He wrenched himself away from her, attempting to put some space between them. Ember stared at him, eyes wide, chest heaving. Her violet eyes glowed and her hair seemed electrified. She seemed electrified. She looked like a goddess. In a way, he supposed she was; the goddess of destruction, wreaking havoc on him and his entire world. She was a walking disaster and all he wanted was more. More of her lips, more of her souls, just more. He wanted it so bad he wasn’t sure he could stop himself.

“Did that help?” she asked, voice raw.

He nodded wordlessly, eyes roaming her face.
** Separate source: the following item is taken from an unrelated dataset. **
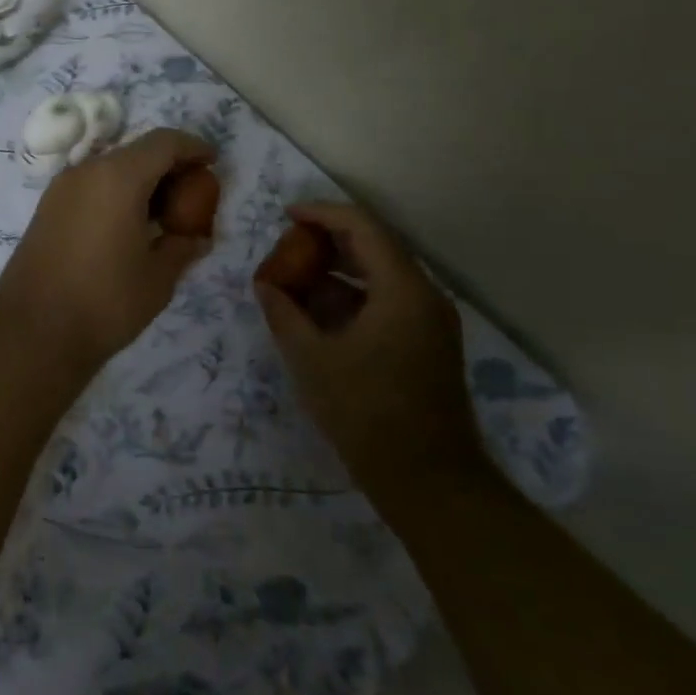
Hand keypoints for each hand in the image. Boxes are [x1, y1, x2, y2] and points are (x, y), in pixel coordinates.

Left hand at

His fingers itched to touch her. “We can’t do that again.”

Something akin to disappointment flickered across her face and her hand unconsciously reached for him. He had no choice but to move closer. Her hands roamed his chest. He could no longer feel the souls as he had moments ago, just that thrum of magic constantly humming between them. He wasn’t sure if he was relieved or disappointed to see she’d severed the connection.

She seemed conflicted too. Her face flushed red at the way her hands moved over him seemingly of their own accord.

“Is this me or the magic?” she asked, frustration leaching into her tone.

“Touching me?” he asked. “I don’t know. Does it matter?”

Her arms wound around his neck, breathing shallow. “I don’t know.”

“I told you, Luv, we shouldn’t do this again?”

“The feeding or the kissing?” she inquired before she leaned forward and pressed her lips to his throat. He felt her smile as he swallowed hard. She liked the effect she was having on him, that much was clear. She let her lips drag along his throat, across his jaw, behind his ear just as he’d done to her. She was a fast learner, he thought. He let her explore, every muscle in his body straining to control his instincts.

This was a terrible idea. This was the absolute worst thing to do in this situation but he wouldn’t tell her no. He placated himself by reasoning he couldn’t tell her no. It was much easier to think he was powerless to stop her than to think he didn’t want to.

The door opened.

“Ugh, yuck. There isn’t enough bleach in the world to un-see that.” Kai stood, arms folded, smug expression on his face.

Ember stepped away, face flushing. “I’m gonna go.”

As Ember made her way out, Kai looked at Mace. “We need to talk.”

62

TRISTIN

T
ristin stood, mouth open, attempting to process what she said. She glanced at the front door and back again. She wasn’t sure what scared her more, the others overhearing or being out here alone with Astrid. She was clearly unstable. “What are you talking about?”

“We…are…bringing…him…back,” she repeated, jaw thrust forward, eyes daring her to contradict her.

“The coven?” Tristin whispered, again looking around to make sure nobody was within earshot. “That’s crazy, witches can’t do death magic.” She couldn’t imagine Allister or Alex ever agreeing to such a thing.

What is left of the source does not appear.